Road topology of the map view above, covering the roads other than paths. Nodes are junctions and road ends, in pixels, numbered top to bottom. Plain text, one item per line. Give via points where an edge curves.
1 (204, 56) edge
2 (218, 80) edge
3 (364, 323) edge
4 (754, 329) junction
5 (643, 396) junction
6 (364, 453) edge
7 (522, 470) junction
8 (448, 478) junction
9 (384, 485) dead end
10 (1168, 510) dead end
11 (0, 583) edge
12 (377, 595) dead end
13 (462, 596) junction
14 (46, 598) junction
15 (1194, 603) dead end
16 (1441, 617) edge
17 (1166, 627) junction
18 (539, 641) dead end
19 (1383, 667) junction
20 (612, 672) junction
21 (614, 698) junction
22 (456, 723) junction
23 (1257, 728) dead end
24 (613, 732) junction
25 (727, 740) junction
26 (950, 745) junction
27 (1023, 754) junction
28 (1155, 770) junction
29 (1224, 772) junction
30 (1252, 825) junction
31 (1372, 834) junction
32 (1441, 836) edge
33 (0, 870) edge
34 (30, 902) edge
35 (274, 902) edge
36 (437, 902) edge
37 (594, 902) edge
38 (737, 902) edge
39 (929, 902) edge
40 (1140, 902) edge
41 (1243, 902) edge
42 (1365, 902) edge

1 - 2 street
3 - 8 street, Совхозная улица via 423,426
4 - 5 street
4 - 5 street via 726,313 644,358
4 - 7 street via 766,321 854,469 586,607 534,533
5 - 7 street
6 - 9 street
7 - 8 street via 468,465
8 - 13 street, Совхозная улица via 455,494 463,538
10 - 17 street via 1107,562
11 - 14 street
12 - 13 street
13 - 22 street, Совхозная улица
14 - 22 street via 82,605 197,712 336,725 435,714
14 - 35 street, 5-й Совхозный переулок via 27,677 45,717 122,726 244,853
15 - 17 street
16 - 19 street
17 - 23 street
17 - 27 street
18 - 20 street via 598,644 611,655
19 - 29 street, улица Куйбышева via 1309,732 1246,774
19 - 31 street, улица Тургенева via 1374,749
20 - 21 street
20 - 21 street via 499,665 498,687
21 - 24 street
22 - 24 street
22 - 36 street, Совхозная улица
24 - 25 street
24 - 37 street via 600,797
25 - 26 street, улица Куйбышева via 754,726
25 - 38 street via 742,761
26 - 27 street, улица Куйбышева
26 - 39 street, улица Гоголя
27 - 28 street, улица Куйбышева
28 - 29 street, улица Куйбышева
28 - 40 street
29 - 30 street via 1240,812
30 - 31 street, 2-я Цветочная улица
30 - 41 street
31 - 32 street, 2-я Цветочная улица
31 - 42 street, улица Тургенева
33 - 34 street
• • • • • • •
Task details: Retype all the records, matching them exactly.

Finished exercise:
Road topology of the map view above, covering the roads other than paths. Nodes are junctions and road ends, in pixels, numbered top to bottom. Plain text, one item per line. Give via points where an edge curves.
1 (204, 56) edge
2 (218, 80) edge
3 (364, 323) edge
4 (754, 329) junction
5 (643, 396) junction
6 (364, 453) edge
7 (522, 470) junction
8 (448, 478) junction
9 (384, 485) dead end
10 (1168, 510) dead end
11 (0, 583) edge
12 (377, 595) dead end
13 (462, 596) junction
14 (46, 598) junction
15 (1194, 603) dead end
16 (1441, 617) edge
17 (1166, 627) junction
18 (539, 641) dead end
19 (1383, 667) junction
20 (612, 672) junction
21 (614, 698) junction
22 (456, 723) junction
23 (1257, 728) dead end
24 (613, 732) junction
25 (727, 740) junction
26 (950, 745) junction
27 (1023, 754) junction
28 (1155, 770) junction
29 (1224, 772) junction
30 (1252, 825) junction
31 (1372, 834) junction
32 (1441, 836) edge
33 (0, 870) edge
34 (30, 902) edge
35 (274, 902) edge
36 (437, 902) edge
37 (594, 902) edge
38 (737, 902) edge
39 (929, 902) edge
40 (1140, 902) edge
41 (1243, 902) edge
42 (1365, 902) edge

1 - 2 street
3 - 8 street, Совхозная улица via 423,426
4 - 5 street
4 - 5 street via 726,313 644,358
4 - 7 street via 766,321 854,469 586,607 534,533
5 - 7 street
6 - 9 street
7 - 8 street via 468,465
8 - 13 street, Совхозная улица via 455,494 463,538
10 - 17 street via 1107,562
11 - 14 street
12 - 13 street
13 - 22 street, Совхозная улица
14 - 22 street via 82,605 197,712 336,725 435,714
14 - 35 street, 5-й Совхозный переулок via 27,677 45,717 122,726 244,853
15 - 17 street
16 - 19 street
17 - 23 street
17 - 27 street
18 - 20 street via 598,644 611,655
19 - 29 street, улица Куйбышева via 1309,732 1246,774
19 - 31 street, улица Тургенева via 1374,749
20 - 21 street
20 - 21 street via 499,665 498,687
21 - 24 street
22 - 24 street
22 - 36 street, Совхозная улица
24 - 25 street
24 - 37 street via 600,797
25 - 26 street, улица Куйбышева via 754,726
25 - 38 street via 742,761
26 - 27 street, улица Куйбышева
26 - 39 street, улица Гоголя
27 - 28 street, улица Куйбышева
28 - 29 street, улица Куйбышева
28 - 40 street
29 - 30 street via 1240,812
30 - 31 street, 2-я Цветочная улица
30 - 41 street
31 - 32 street, 2-я Цветочная улица
31 - 42 street, улица Тургенева
33 - 34 street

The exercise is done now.